Comparison of the human VCFS/DGS region with the homologous region in mice. On the left is represented the relative order of genes from the HSA22q11 (this paper and refs. , , and 10). On the right is represented the relative order of genes in the homologous region in mice as shown by physical and genetic mapping. The distance between each marker is arbitrary. The middle portion of the figure shows the gene order of a hypothetical, ancestral chromosome and possible recombination events leading to the differences in the gene order in mice and humans (see text for details). Gene names within boxes in the map of one species indicate genes that are not present in the homologous region of the other species.

Figure 2

Physical map of a portion of MMU16 and HSA22q11. The markers used to construct the physical maps are indicated above the line representing either a portion of HSA22q11 (A) or MMU16 (B). For expressed sequences, the name of the gene or EST has been added in parentheses. The YAC and cosmid clones were ordered based upon the presence of genes (triangles) and monomorphic STS markers (squares). Closed symbols represent the markers that were tested and that are present on a particular clone, and open symbols represent markers that were not tested for the particular clone.
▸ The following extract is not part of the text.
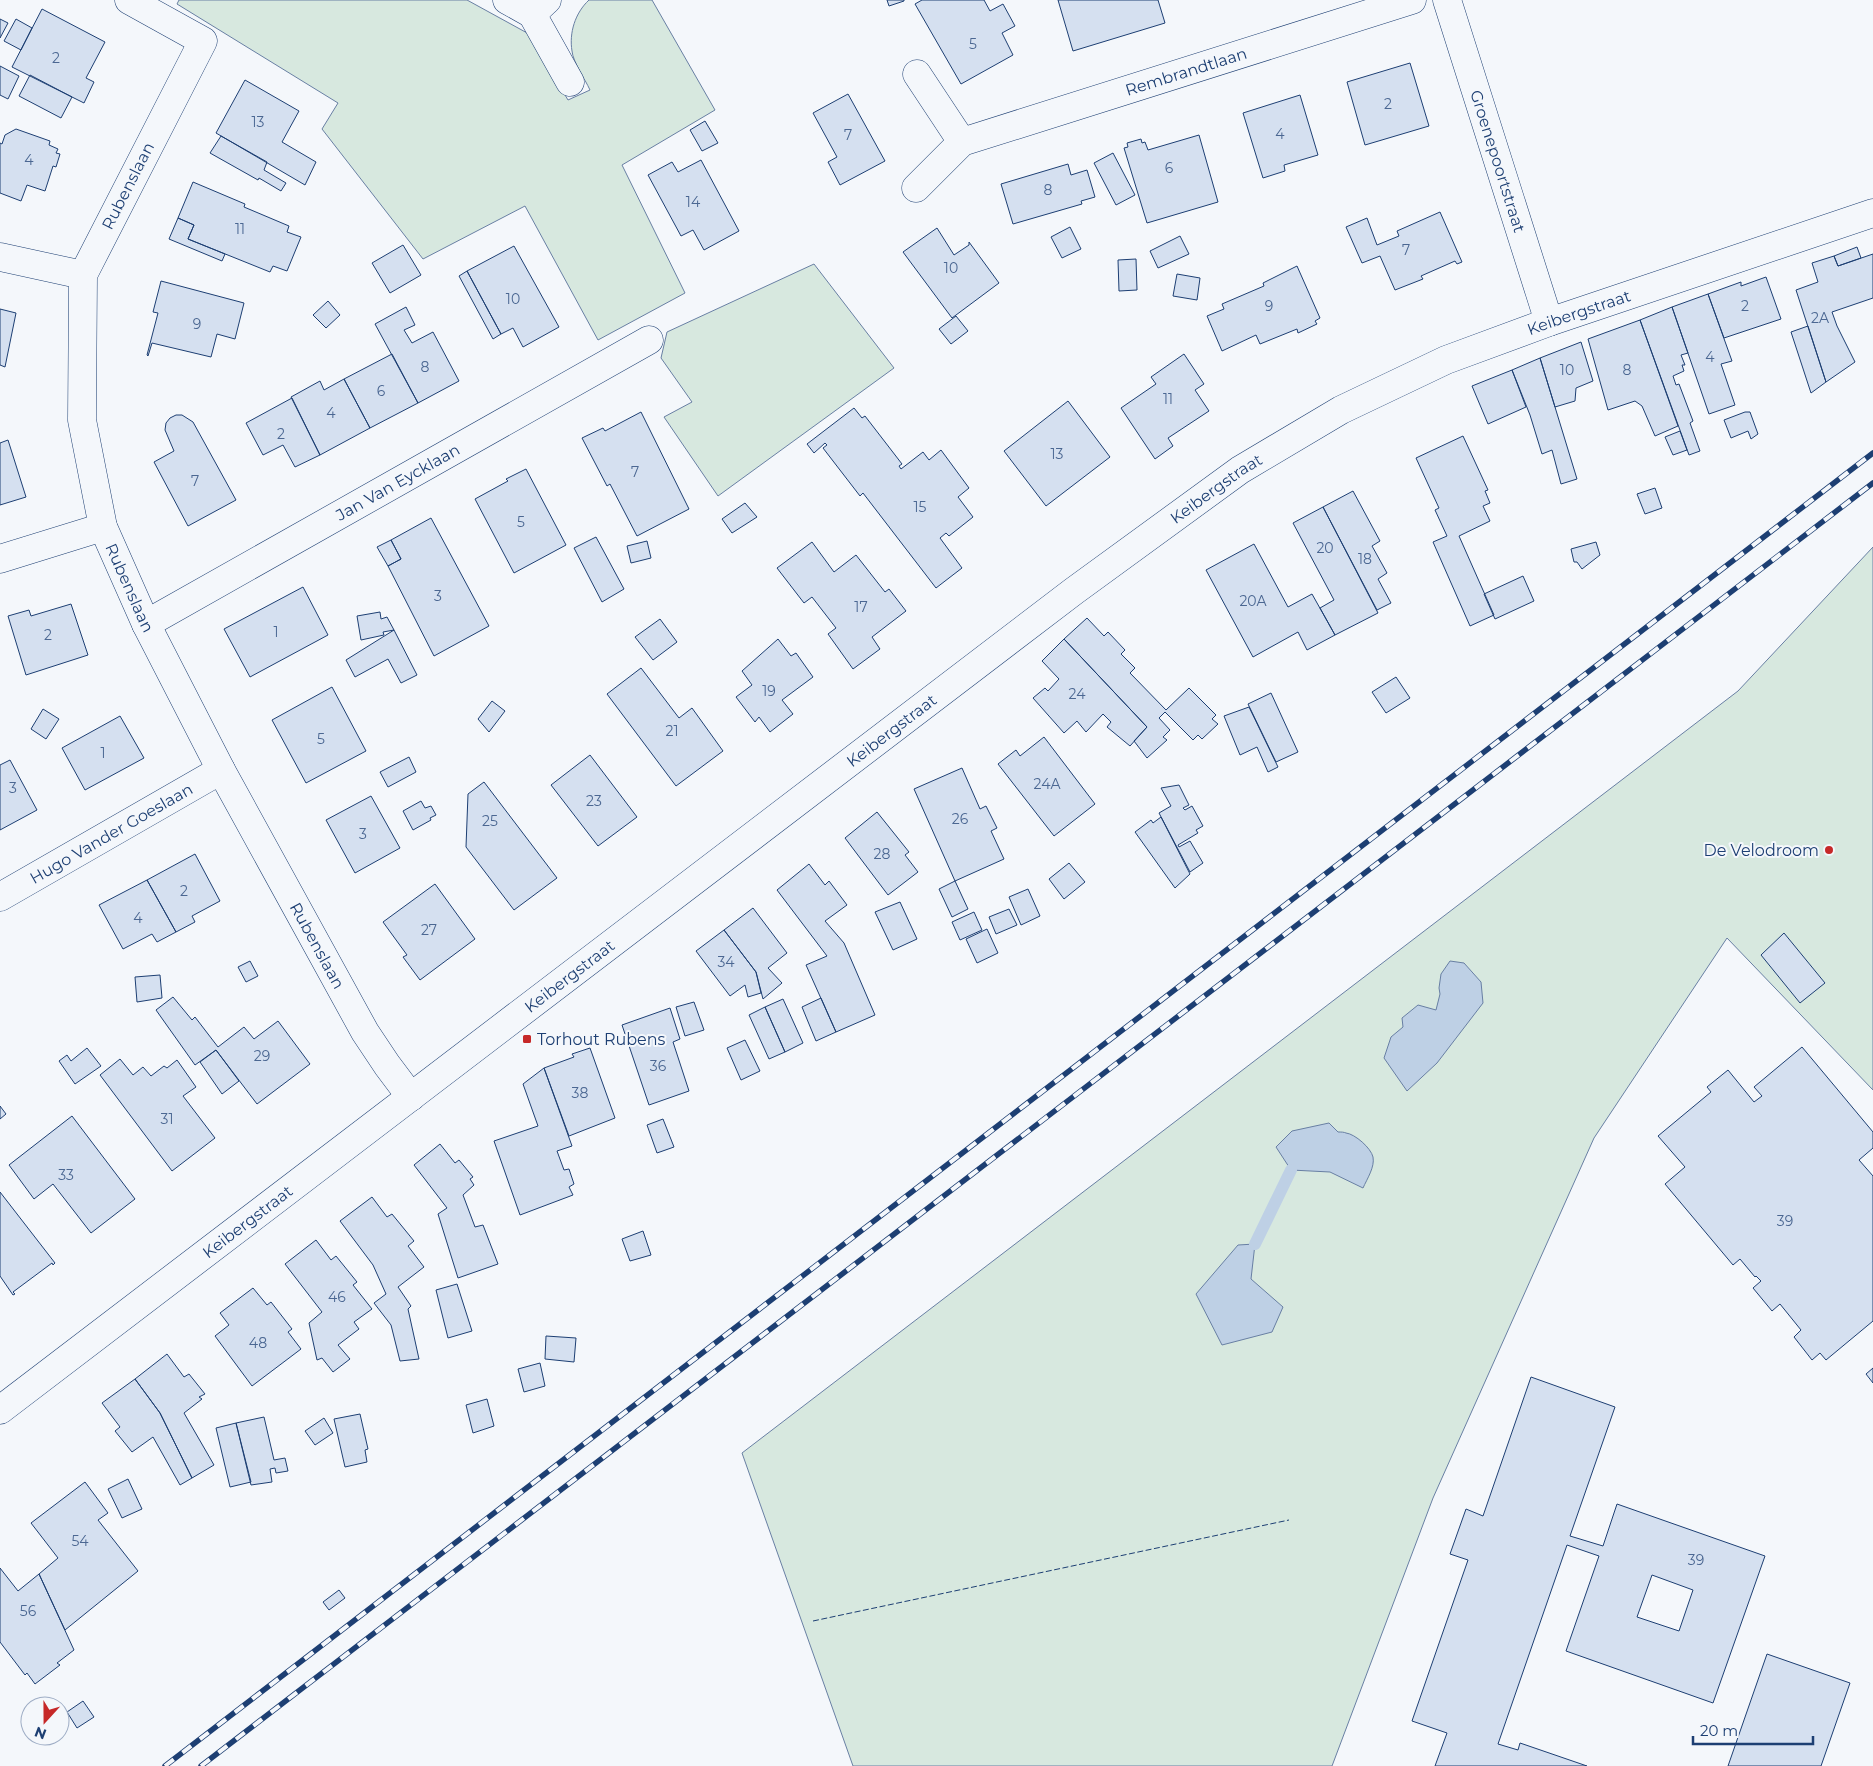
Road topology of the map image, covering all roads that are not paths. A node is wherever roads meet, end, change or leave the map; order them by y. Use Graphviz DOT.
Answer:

The distance between each marker is arbitrary and does not reflect the actual physical distance. (A) Partial physical map of HSA22q11. The line at the top presents the relative order of genes from HSA22q11 as determined by high resolution physical mapping (6, 7). The markers used to extend the physical map are indicated above the line representing the region mapped in this study. (B) Physical map of the mouse region homologous with HSA22q11. A line above the symbols identifies genes or markers for which the relative order is not known. Order of markers D16Ais4 to D16Ais9 was inferred from the published 38-kb sequence of a portion of MMU16 (60).